Na “orelha” de Passeios na ilha, por exemplo, Drummond comenta a ironia de Drummond: “sua ironia, porém, nunca é destruidora e reflete antes a serenidade de quem, por muito ter visto e ouvido, não cultiva ilusões, mas compreende-as no próximo”. Na “orelha” de Lição de coisas, Drummond reforça o caráter desiludido de Drummond: “o autor participante de Rosa do Povo, a quem os acontecimentos acabaram entediando, sente-se de novo ofendido por eles, e, sem motivos para esperança, usa entretanto essa extraordinária palavra, talvez para que ela não seja de todo abolida de um texto de nossa época”.

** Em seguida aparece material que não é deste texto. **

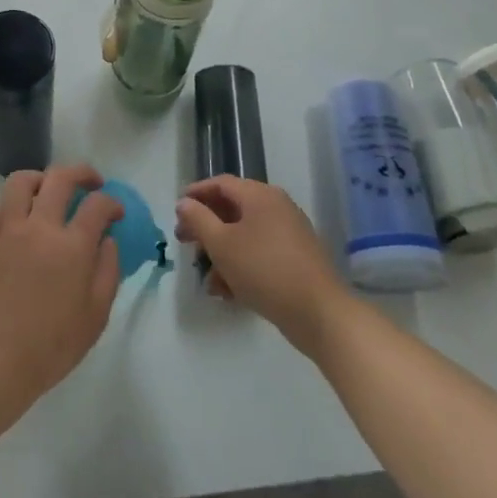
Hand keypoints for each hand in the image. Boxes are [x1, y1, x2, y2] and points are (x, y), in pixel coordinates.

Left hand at [0, 164, 123, 421]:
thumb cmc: (50, 347)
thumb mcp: (95, 317)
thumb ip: (107, 272)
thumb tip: (108, 241)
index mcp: (72, 247)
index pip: (97, 205)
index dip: (112, 203)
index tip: (116, 212)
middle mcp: (40, 227)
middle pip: (60, 178)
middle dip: (82, 173)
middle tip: (93, 183)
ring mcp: (9, 229)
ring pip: (23, 180)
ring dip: (43, 177)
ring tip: (53, 189)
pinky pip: (2, 204)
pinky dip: (18, 200)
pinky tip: (27, 214)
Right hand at [174, 177, 346, 354]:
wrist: (319, 313)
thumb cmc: (264, 270)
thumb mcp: (222, 244)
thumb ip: (199, 219)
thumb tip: (184, 202)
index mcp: (260, 195)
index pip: (221, 183)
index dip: (196, 193)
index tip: (176, 210)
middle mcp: (276, 207)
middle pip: (232, 209)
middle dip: (206, 227)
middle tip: (184, 242)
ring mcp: (289, 234)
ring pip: (245, 235)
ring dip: (221, 253)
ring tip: (207, 279)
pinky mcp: (295, 259)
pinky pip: (260, 254)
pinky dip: (241, 266)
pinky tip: (228, 292)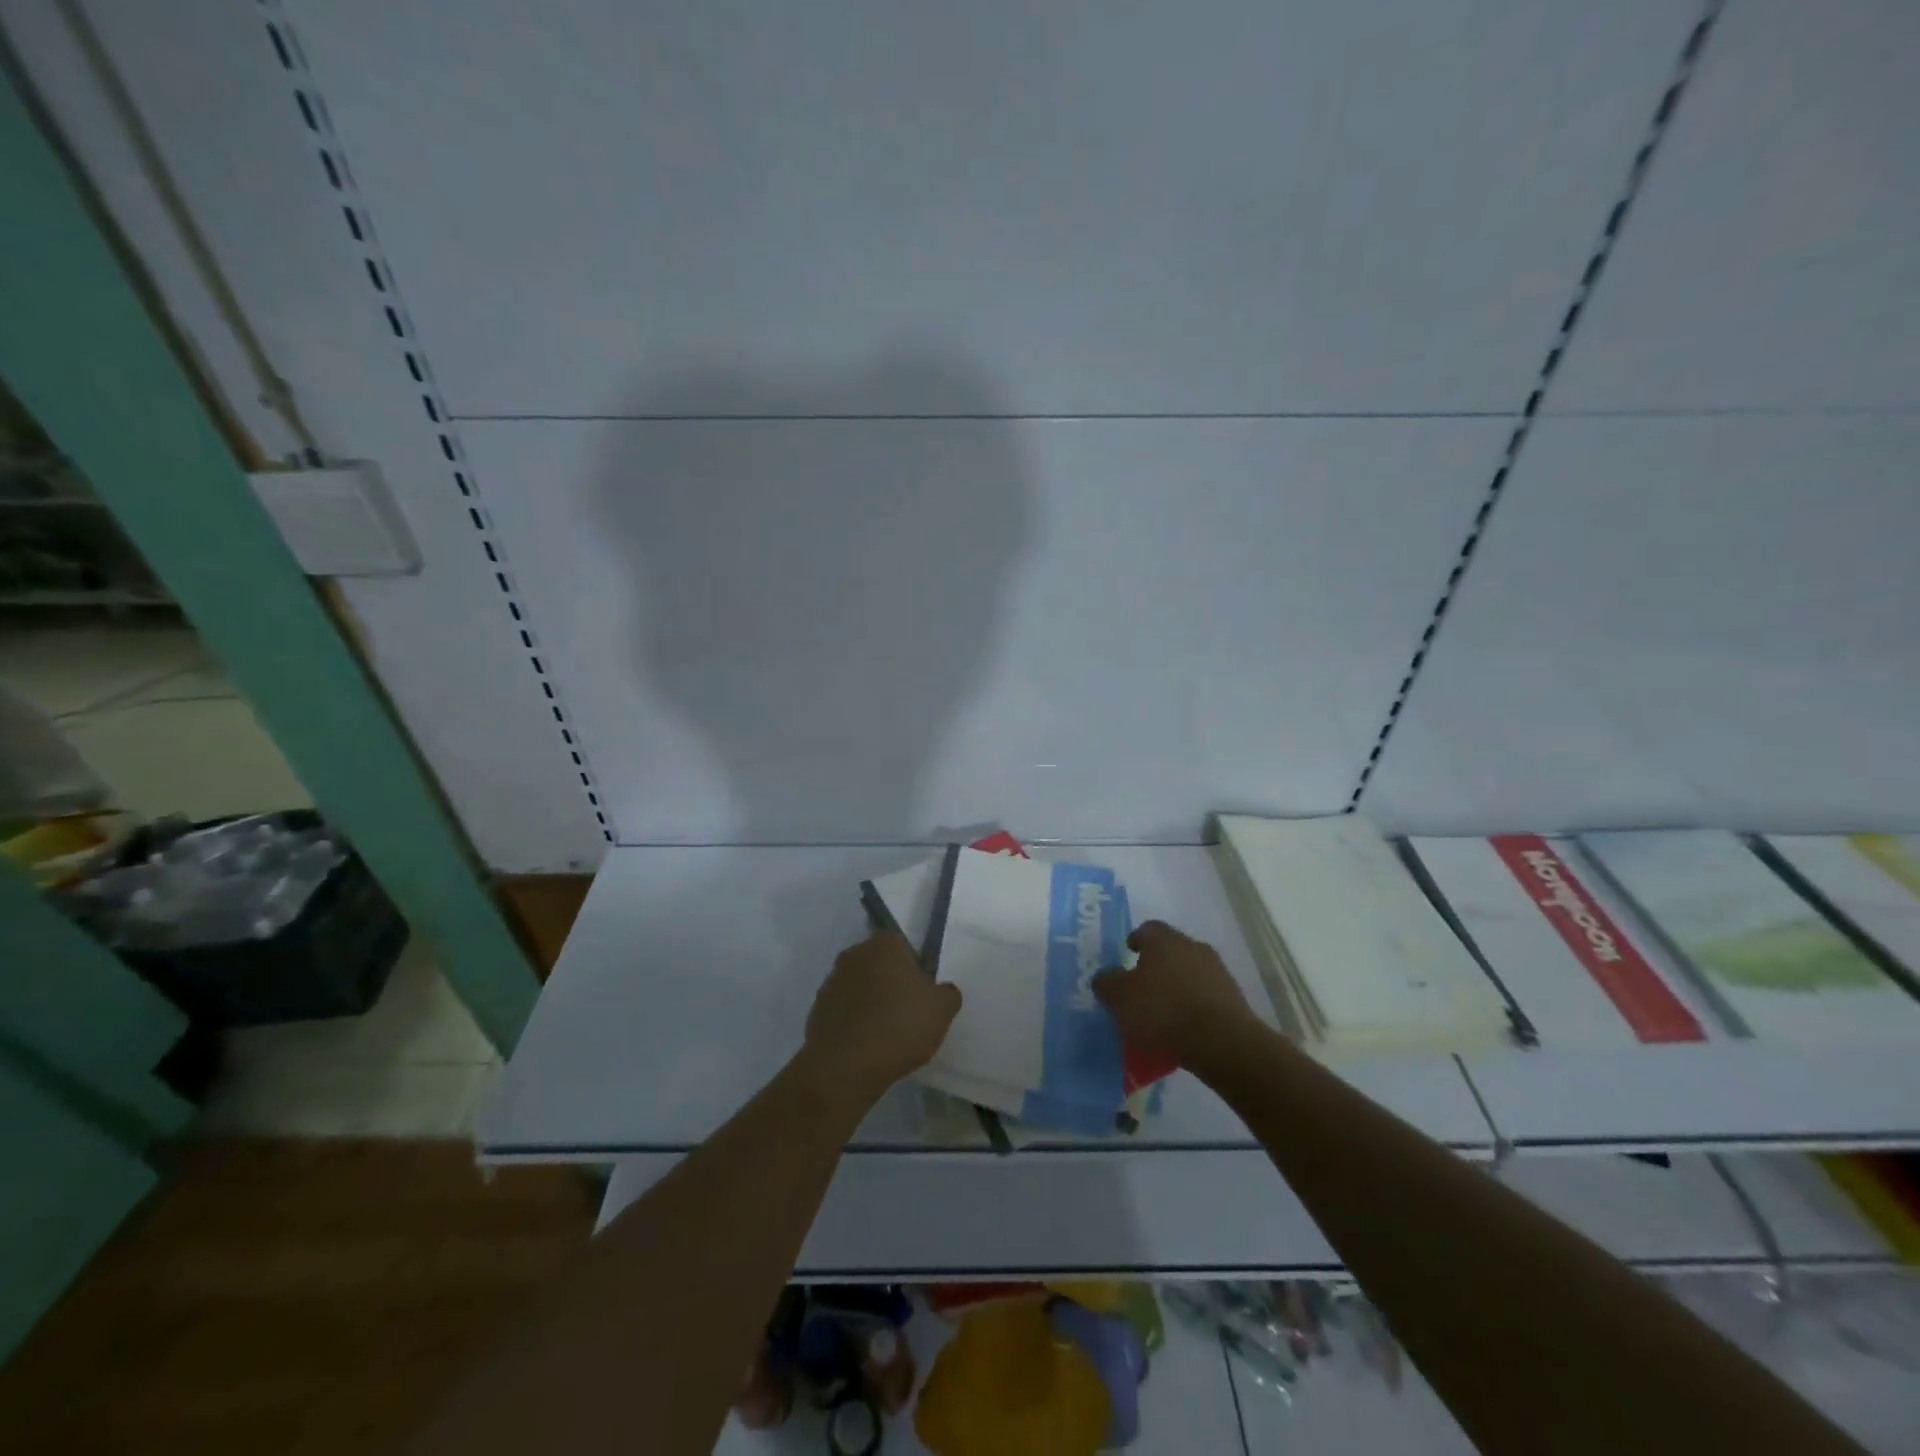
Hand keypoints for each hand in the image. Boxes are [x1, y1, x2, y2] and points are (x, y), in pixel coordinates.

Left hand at [802, 931, 962, 1106]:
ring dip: (871, 1001)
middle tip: (908, 1011)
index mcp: (884, 944)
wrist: (845, 1067)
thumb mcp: (942, 1010)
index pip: (903, 944)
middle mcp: (854, 954)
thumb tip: (943, 990)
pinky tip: (866, 1045)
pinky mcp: (817, 1010)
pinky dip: (854, 1021)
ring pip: (860, 986)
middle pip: (879, 963)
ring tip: (886, 1033)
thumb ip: (948, 993)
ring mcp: (831, 981)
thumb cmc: (899, 1026)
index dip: (914, 966)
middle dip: (891, 981)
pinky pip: (844, 1010)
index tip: (922, 991)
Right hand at [1093, 920, 1251, 1067]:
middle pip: (1170, 951)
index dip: (1135, 940)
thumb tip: (1105, 977)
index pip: (1147, 929)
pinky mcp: (1234, 999)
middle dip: (1155, 967)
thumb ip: (1106, 982)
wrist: (1222, 1042)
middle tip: (1140, 989)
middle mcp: (1193, 947)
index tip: (1127, 955)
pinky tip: (1182, 1031)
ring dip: (1176, 988)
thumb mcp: (1119, 997)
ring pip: (1189, 975)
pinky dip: (1192, 1008)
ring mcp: (1217, 972)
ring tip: (1160, 1016)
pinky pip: (1204, 998)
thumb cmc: (1163, 1011)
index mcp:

De maneira anônima, como convém, o poeta chama a atenção para o ceticismo recorrente do próprio poeta, que duvida metodicamente da própria literatura: “novidade em literatura costuma surgir envolta em naftalina”.[1] Este ceticismo combina perfeitamente com a ironia que, para ser efetiva, é sempre auto-ironia e duvida continuamente dos outros, da realidade e, principalmente, de si mesmo. Drummond também diria, em outro momento: “a minha obra é falha, podia ser melhor. Não teve um desenvolvimento assim consciente, lógico. Fui levado pela intuição e pelo instinto, pelas emoções do momento, e não acredito muito na validade do que fiz”.